*Definition*. A function $M(x,y)$ of two variables $x$ and $y$ is said to be *homogeneous* if for any parameter $\lambda$ $$M(\lambda x,\lambda y)=\lambda^n M(x,y)$$ The number $n$ is called the *degree* of the homogeneous function $M(x,y)$.

A first-order differential equation $$M(x,y)dx+N(x,y)dy=0$$ is said to be a *homogeneous differential equation* if both $M(x,y)$ and $N(x,y)$ are homogeneous functions of the same degree.

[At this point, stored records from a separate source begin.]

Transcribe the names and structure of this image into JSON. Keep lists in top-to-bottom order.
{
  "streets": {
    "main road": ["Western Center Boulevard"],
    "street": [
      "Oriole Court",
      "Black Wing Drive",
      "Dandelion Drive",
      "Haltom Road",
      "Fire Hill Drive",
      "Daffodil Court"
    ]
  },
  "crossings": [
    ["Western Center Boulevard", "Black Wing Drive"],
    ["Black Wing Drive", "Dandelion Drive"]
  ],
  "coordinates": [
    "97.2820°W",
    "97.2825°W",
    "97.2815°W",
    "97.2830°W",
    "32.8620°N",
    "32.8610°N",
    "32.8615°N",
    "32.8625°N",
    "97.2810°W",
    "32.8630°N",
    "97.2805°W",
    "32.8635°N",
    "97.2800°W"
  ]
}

**Solving Homogeneous Differential Equations**

Consider a homogeneous differential equation $$M(x,y)dx+N(x,y)dy=0$$ For the parameter $\lambda=\frac{1}{x}$ we obtain \begin{equation}\label{eq:homeq}\frac{dy}{dx}=-\frac{M\left(1,\frac{y}{x}\right)}{N\left(1,\frac{y}{x}\right)}\end{equation} Let $u=\frac{y}{x}$. Then $y=ux$ and $\frac{dy}{dx}=x\frac{du}{dx}+u$. Since the RHS of \eqref{eq:homeq} can be considered as a function of $u$, say $f(u)$ we have $$x\frac{du}{dx}+u=f(u)$$ This is a separable equation as it can be written as $$\frac{du}{f(u)-u}=\frac{dx}{x}$$ and by integrating we find the solution \begin{equation}\label{eq:homeq2}x=C\exp\left[\int\frac{du}{f(u)-u}\right]\end{equation} Let $F(u)=\int\frac{du}{f(u)-u}$. Then \eqref{eq:homeq2} can be written as $$x=Ce^{F(u)}=Ce^{F\left(\frac{y}{x}\right)}$$

*Example*. Solve $(y-x)ydx+x^2dy=0$.

*Solution*. Let $M(x,y)=(y-x)y$ and $N(x,y)=x^2$. Notice that both $M$ and $N$ are homogeneous functions of degree 2. $$f(u)=-\frac{M(1,u)}{N(1,u)}=-u^2+u$$ and so $$\int\frac{du}{f(u)-u}=-\int\frac{du}{u^2}=\frac{1}{u}=\frac{x}{y}$$ Hence by \eqref{eq:homeq2} the solution is given by $$x=Ce^{\frac{x}{y}}$.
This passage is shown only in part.